Check this one out lusanders:|
The Lone Router -- In May 1999, Data Comm asked 11 vendors to submit high-performance routers for testing. Six weeks later, only one showed up
Robert Mandeville and David Newman
Lies, damned lies, and the things router vendors say about their products: It's easy to understand why carriers are incensed. The makers of the boxes that will form the backbone of tomorrow's Internet say their devices will run at vastly higher speeds-and deliver more capacity than even the largest such routers in use today. Best of all, they're just about to be rolled out!
All of which they've been saying for months.
Data Comm and European Network Laboratories (ENL, Paris) decided to set out on the router trail in search of real data. We invited 11 vendors to take part in the largest-scale test of Internet backbone devices ever conducted. To size the test bed we took the dimensions of the world's largest ISP backbones as a starting point-and multiplied those numbers by a factor of five. And with the help of Netcom Systems Inc. (Calabasas, Calif.) and QOSnetics Inc. (Portsmouth, N.H.), we offered five to six times more routes than there are in the entire 'Net and much heavier traffic loads than ever before. What's more, we conducted the first public trials of POS (packet over Sonet), the technology likely to replace ATM on most 'Net backbones.

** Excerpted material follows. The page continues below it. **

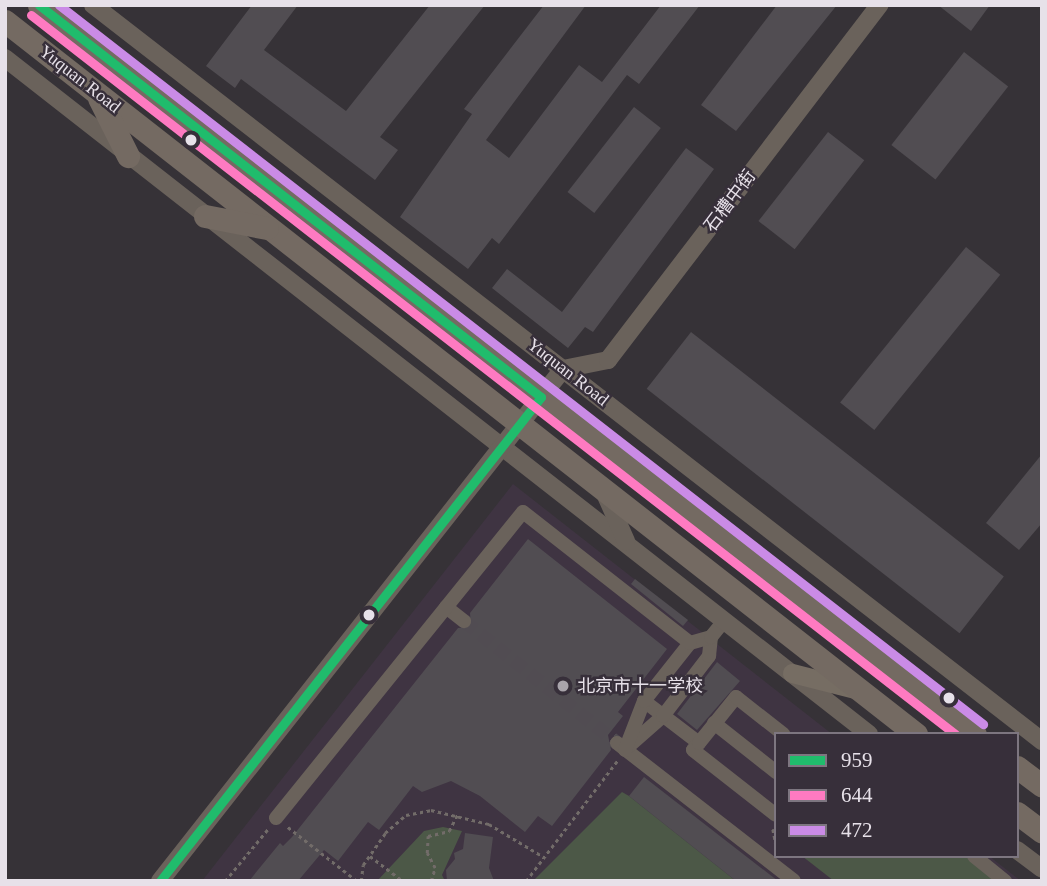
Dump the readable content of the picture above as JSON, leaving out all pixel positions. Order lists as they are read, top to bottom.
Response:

And in the end, the number of participants said almost as much as the results: Juniper Networks Inc. (Mountain View, Calif.) was the only vendor to accept our invitation, supplying four of its M40 routers. That didn't keep us from proceeding as planned: We pounded four Juniper boxes for a week, and in the process got some sense of how tomorrow's Internet backbones might behave. In nearly all respects, the M40s' performance was exemplary. In other words, Juniper didn't win a Tester's Choice award just for showing up. It took the prize because its routers earned it.
Among the Missing
You'd think that some of the router vendors that have been begging Data Comm to cover their gear would at least show up for the test. Fact is, most simply didn't have equipment ready (and several said it would be sometime next year before their gear would be out the door). Among the no-shows: Argon Networks Inc. (Littleton, Mass.; now a division of Unisphere Solutions Inc. [Burlington, Mass.]); Avici Systems Inc. (Chelmsford, Mass.); Nbase-Xyplex (Littleton, Mass.); Neo Networks Inc. (Minnetonka, Minn.); Pluris Inc. (Palo Alto, Calif.); Torrent Networking Technologies Corp. (Silver Spring, Md.; now a division of Ericsson AB [Stockholm, Sweden]); and Xylan Corp. (Calabasas, Calif.; now a division of Alcatel N.V. [Paris]). Netcore Systems Inc. (Wilmington, Mass.; now a division of Tellabs Inc. [Lisle, Ill.]) has a product, but it uses ATM and not POS interfaces. Clearly, it's still early in the evolution of next-generation routing.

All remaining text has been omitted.